Si afferma che siamo nell'«era della televisione»,24 ma, viene da dire, solo di questo? Una televisione - per altro spesso totalmente incompresa - che diviene paradigma addirittura di un'era. Si generalizza un'idea molto circoscritta di televisione (una tv giudicata soprattutto per i suoi contenuti espliciti prevalenti - violenza, stupidità, ecc. - o indicata come la causa della presente corruzione dei costumi - consumismo, manipolazione del consenso, falsificazione del reale, ecc. - e non considerata per le ben più vaste modificazioni percettive ed esistenziali che ha introdotto, esibito o accentuato). E di questa presunta televisione si dà per scontata la centralità: un monoblocco verso cui tutto dovrebbe convergere (il vecchio mito della «convergenza digitale» negli anni Novanta aveva come modello economico produttivo e di consumo proprio la televisione di allora).25 Ma anche questo atteggiamento inerziale sembra sintomo di rimozione. Quella proto-televisione in fondo è rassicurante, perché presuppone che ci sia salda memoria dei pilastri di cui sarebbe l'antitesi: la cultura, la letteratura, la democrazia, la buona educazione, ecc. Quel che è peggio, tuttavia, è che si preferisce assimilare anche i nuovi media (il digitale, la rete) a quel modello per altro parziale e malinteso di televisione.26 Se così fosse, basterebbero Popper e Pasolini per comprendere il presente.27 Ma già quest'ultimo avvertiva che siamo di fronte a una «"mutazione" antropologica»:28 da lui interpretata come omologazione, borghesizzazione di massa, «ideologia edonistica del consumo»,29 ma pur sempre «mutazione».

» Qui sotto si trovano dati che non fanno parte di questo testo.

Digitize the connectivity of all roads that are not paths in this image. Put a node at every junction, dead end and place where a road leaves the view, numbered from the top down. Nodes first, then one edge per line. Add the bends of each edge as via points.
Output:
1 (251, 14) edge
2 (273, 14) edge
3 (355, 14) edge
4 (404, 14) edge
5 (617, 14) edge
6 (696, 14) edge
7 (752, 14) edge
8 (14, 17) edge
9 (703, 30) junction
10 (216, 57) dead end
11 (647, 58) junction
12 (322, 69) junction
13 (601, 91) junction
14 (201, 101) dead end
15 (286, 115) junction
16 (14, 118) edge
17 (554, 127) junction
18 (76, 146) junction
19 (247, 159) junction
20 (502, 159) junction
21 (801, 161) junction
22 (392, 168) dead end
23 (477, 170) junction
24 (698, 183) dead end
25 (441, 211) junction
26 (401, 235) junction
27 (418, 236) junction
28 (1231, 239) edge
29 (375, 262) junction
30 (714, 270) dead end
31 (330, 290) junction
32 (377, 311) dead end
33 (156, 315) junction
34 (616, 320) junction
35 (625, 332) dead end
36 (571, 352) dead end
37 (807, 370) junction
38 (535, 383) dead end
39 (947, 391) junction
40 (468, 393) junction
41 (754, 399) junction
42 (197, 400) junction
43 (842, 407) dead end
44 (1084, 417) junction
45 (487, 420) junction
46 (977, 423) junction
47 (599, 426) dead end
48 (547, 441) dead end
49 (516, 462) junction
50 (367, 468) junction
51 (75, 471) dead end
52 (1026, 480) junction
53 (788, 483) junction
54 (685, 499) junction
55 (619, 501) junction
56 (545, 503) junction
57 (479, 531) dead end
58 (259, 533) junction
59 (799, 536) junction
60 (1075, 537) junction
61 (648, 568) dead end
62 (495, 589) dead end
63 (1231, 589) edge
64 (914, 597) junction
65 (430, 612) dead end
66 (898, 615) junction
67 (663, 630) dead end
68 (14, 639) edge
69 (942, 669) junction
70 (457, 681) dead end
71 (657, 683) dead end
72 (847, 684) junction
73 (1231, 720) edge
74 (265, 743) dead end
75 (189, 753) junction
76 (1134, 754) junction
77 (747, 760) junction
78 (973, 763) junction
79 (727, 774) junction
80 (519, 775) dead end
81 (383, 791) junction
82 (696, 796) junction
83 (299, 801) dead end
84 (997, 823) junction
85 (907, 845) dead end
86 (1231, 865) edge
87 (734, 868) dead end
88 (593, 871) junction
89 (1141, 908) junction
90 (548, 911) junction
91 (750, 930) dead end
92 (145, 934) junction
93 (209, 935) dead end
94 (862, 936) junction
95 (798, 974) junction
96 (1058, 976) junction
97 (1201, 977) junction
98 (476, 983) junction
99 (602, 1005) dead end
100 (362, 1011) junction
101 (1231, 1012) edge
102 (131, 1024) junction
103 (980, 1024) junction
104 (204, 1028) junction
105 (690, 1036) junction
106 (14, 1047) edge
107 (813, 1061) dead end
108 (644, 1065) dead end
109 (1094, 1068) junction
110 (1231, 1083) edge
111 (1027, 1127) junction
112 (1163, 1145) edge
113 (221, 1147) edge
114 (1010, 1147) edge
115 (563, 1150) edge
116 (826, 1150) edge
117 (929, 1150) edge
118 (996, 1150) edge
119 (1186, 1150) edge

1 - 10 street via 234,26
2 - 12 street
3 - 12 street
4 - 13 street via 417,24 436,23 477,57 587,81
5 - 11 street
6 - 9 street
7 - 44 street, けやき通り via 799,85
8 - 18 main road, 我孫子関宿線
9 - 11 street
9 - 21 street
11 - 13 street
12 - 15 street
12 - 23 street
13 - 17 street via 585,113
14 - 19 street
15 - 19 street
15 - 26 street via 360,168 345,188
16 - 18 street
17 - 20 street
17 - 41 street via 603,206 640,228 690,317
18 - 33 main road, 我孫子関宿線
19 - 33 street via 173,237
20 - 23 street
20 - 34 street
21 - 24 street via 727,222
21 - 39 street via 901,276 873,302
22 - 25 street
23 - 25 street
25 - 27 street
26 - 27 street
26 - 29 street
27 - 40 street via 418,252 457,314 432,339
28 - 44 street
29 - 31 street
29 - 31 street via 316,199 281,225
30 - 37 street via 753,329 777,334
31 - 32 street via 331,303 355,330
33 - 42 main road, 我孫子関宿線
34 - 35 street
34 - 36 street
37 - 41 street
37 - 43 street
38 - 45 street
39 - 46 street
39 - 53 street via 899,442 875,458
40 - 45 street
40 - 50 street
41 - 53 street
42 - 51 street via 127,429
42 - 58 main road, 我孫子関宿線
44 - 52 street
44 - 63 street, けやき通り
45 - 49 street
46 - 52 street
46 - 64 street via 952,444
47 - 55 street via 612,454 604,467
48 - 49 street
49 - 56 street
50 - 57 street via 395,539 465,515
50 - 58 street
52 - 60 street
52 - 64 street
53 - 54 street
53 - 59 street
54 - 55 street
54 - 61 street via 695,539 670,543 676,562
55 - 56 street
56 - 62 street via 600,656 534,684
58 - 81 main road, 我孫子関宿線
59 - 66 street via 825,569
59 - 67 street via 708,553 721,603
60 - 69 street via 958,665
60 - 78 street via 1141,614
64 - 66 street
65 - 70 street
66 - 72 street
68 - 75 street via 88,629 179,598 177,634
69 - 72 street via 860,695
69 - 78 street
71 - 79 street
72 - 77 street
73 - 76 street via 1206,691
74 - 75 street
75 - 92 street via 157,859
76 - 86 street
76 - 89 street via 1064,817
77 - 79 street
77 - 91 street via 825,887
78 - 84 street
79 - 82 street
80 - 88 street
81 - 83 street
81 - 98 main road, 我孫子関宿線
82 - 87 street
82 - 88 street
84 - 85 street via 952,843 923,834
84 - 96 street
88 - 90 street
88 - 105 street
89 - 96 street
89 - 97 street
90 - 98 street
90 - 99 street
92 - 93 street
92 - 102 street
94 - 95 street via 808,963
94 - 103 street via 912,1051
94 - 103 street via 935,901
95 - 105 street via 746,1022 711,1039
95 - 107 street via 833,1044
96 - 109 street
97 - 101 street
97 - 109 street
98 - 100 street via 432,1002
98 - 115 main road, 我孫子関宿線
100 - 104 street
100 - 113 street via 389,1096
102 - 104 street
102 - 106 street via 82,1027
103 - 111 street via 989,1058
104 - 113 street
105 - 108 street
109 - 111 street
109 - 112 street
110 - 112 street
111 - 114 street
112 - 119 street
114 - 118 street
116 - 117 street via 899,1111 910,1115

Rilievi molto seri e molto preveggenti, ma molto limitati dal fatto di non avere visto il seguito, ancora peggiore. Cioè l'aprirsi delle branchie. Fuor di metafora: l'indifendibilità di una separazione dei regimi espressivi, l'impossibilità di segregare le forme simboliche (cioè i media e i loro generi) entro domini gerarchicamente prefissati e condivisi. Non si sa più, da vari decenni, se sia più importante la gastronomia o la lirica, l'animazione o la divulgazione scientifica, la finzione o il reportage, il mercato o il volontariato. Figurarsi il ruolo della "letteratura". Mentre è probabile che le gerarchie (se si vuole, i nuovi canoni) si mettano a punto tra questi regimi di senso, ai loro confini per altro osmotici e comunicanti. Una visione uni-mediale oggi è impossibile, il travaso continuo è inevitabile e necessario, e il digitale non ha una piccola parte in questo processo di trasformazione della percezione della cultura. Ciò non toglie che ci siano preferenze e differenze nell'acquisizione e nell'esperienza di questa «condizione» (per usare provocatoriamente un termine al tempo stesso kantiano e pietistico di Lyotard).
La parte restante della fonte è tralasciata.